The four-parameter logistic item response model (4PLM) was first mentioned as far back as McDonald (1967) and formally proposed by Barton and Lord (1981). Despite this, for many years, it received very little attention in the literature due to doubts about its utility, as well as technical difficulties related to parameter estimation. Recently, however, the psychometrics community has rekindled its interest in the 4PLM after three decades of neglect.

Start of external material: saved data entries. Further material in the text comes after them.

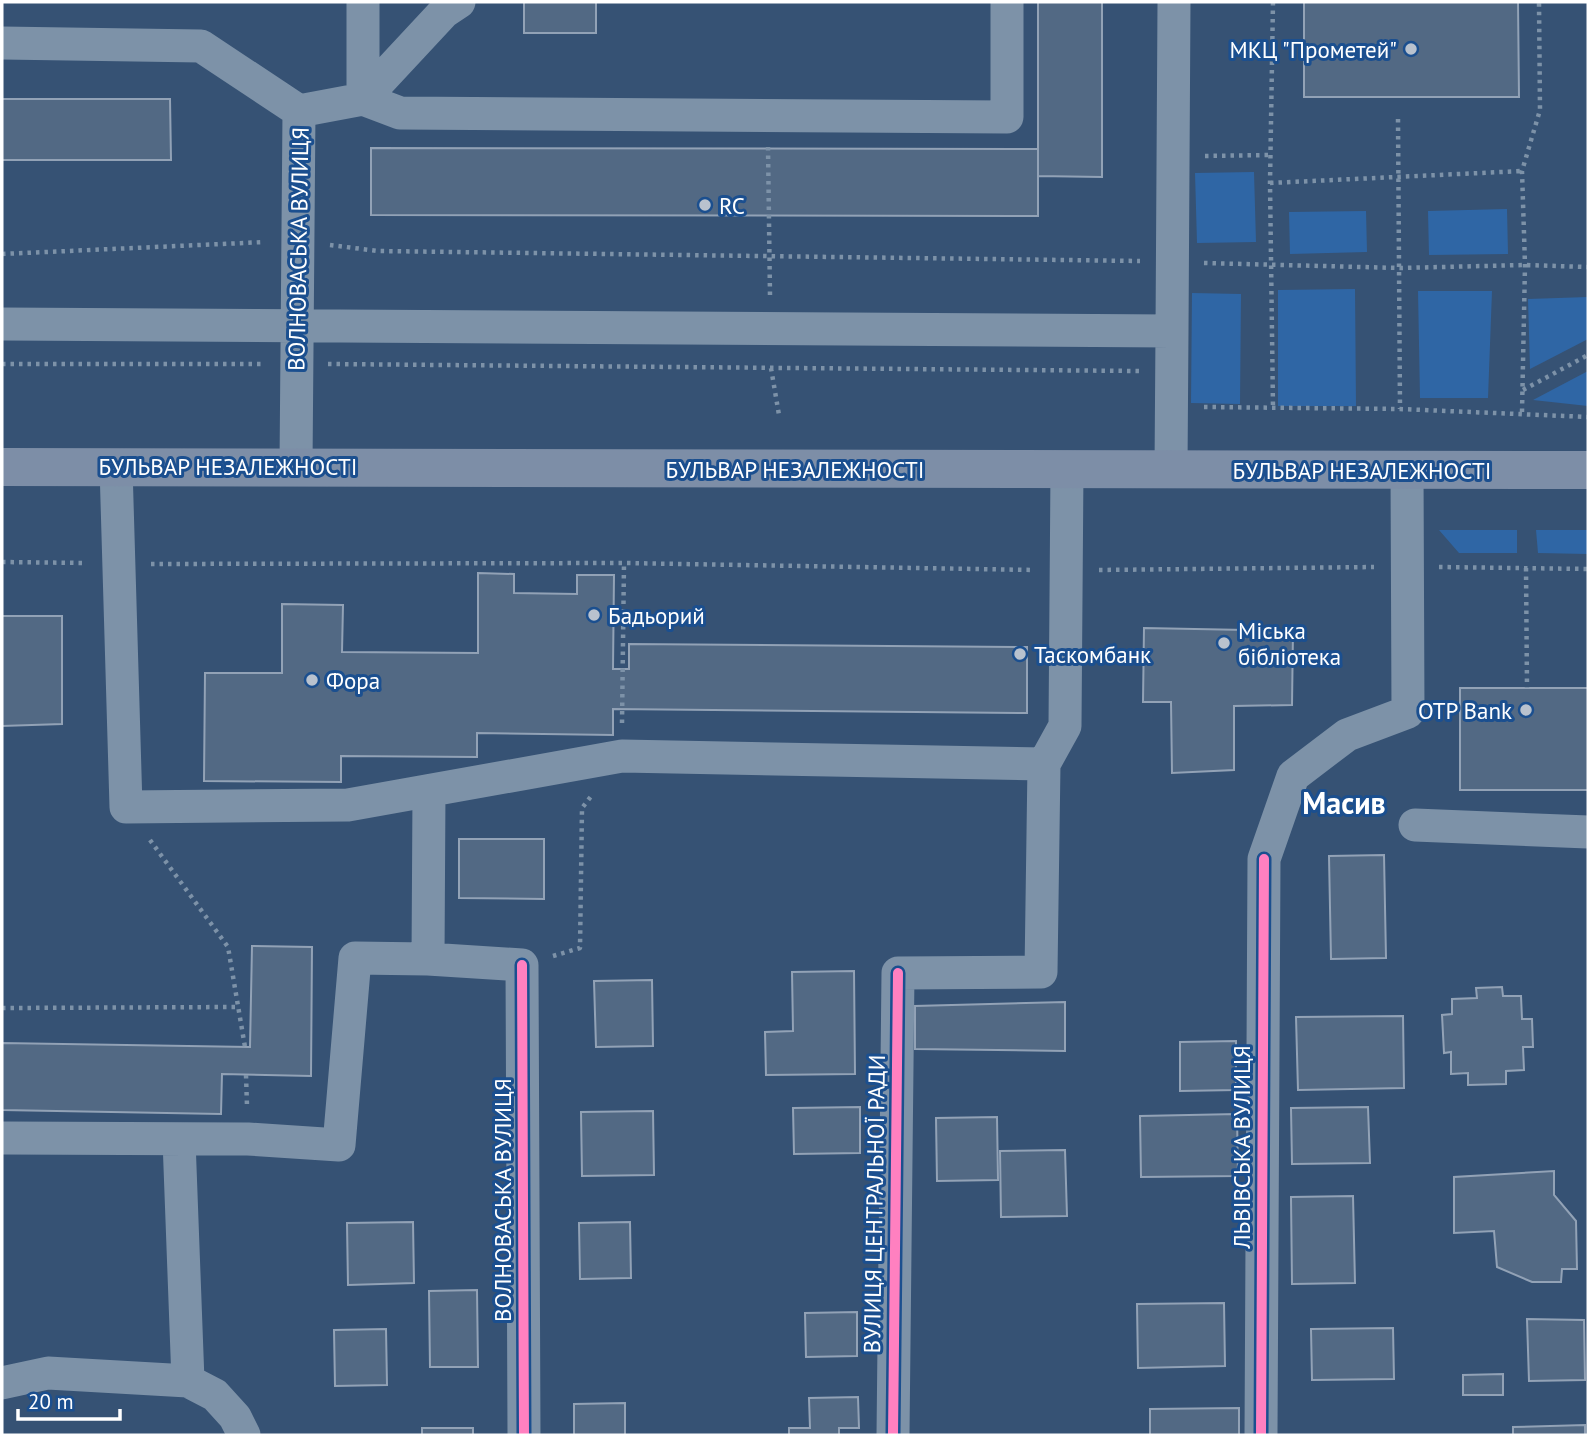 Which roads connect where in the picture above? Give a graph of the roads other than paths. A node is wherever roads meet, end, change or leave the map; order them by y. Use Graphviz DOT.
graph roads {
  1 [pos="363,2"];
  2 [pos="458,2"];
  3 [pos="1007,2"];
  4 [pos="1174,2"];
  5 [pos="2,43"];
  6 [pos="363,99"];
  7 [pos="299,111"];
  8 [pos="2,324"];
  9 [pos="296,326"];
  10 [pos="1172,331"];
  11 [pos="296,466"];
  12 [pos="2,467"];
  13 [pos="116,467"];
  14 [pos="1171,468"];
  15 [pos="1068,469"];
  16 [pos="1407,469"];
  17 [pos="1588,470"];
  18 [pos="1044,764"];
  19 [pos="429,791"];
  20 [pos="1415,825"];
  21 [pos="1588,832"];
  22 [pos="428,959"];
  23 [pos="2,1138"];
  24 [pos="179,1140"];
  25 [pos="188,1381"];
  26 [pos="2,1383"];
  27 [pos="244,1435"];
  28 [pos="524,1435"];
  29 [pos="893,1435"];
  30 [pos="1261,1435"];
  1 -- 6 [label="street"];
  2 -- 6 [label="street"];
  3 -- 6 [label="street"];
  4 -- 10 [label="street"];
  5 -- 7 [label="street"];
  6 -- 7 [label="street, ВОЛНОВАСЬКА ВУЛИЦЯ"];
  7 -- 9 [label="street, ВОЛНОВАСЬКА ВУЛИЦЯ"];
  8 -- 9 [label="street"];
  9 -- 10 [label="street"];
  9 -- 11 [label="street, ВОЛНОВАСЬКА ВУЛИЦЯ"];
  10 -- 14 [label="street"];
  11 -- 13 [label="main road, БУЛЬВАР НЕЗАЛЕЖНОСТІ"];
  11 -- 15 [label="main road, БУЛЬВАР НЕЗАЛЕЖНОСТІ"];
  12 -- 13 [label="main road, БУЛЬВАР НЕЗАЛЕЖНОСТІ"];
  13 -- 19 [label="street"];
  14 -- 15 [label="main road, БУЛЬВАР НЕЗАЛЕЖНОСТІ"];
  14 -- 16 [label="main road, БУЛЬВАР НЕЗАЛЕЖНОСТІ"];
  15 -- 18 [label="street"];
  16 -- 17 [label="main road, БУЛЬВАР НЕЗАЛЕЖНОСТІ"];
  16 -- 30 [label="street, ЛЬВІВСЬКА ВУЛИЦЯ"];
  18 -- 19 [label="street"];
  18 -- 29 [label="street, ВУЛИЦЯ ЦЕНТРАЛЬНОЇ РАДИ"];
  19 -- 22 [label="street"];
  20 -- 21 [label="street"];
  22 -- 24 [label="street"];
  22 -- 28 [label="street, ВОЛНОВАСЬКА ВУЛИЦЯ"];
  23 -- 24 [label="street"];
  24 -- 25 [label="street"];
  25 -- 26 [label="street"];
  25 -- 27 [label="street"];
}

Increasingly, applications of the 4PLM have appeared in the literatures as supporting evidence of its usefulness. Several studies argued that the slipping parameter from the 4PLM can be estimated to account for early careless errors to improve ability estimation (Liao et al., 2012; Rulison & Loken, 2009). In psychology, it has been noted that there is value in modeling the lower and upper asymptotes of item response functions (Reise & Waller, 2003; Waller & Reise, 2010) in instances where subjects with higher levels of psychopathology may be reluctant to self-report attitudes, behaviors, and/or experiences which may indicate a social desirability bias (Rouse et al., 1999). In education, recent studies have shown the prevalence and implication of the slipping effect in low-stakes large-scale educational assessments (Culpepper, 2016, 2017).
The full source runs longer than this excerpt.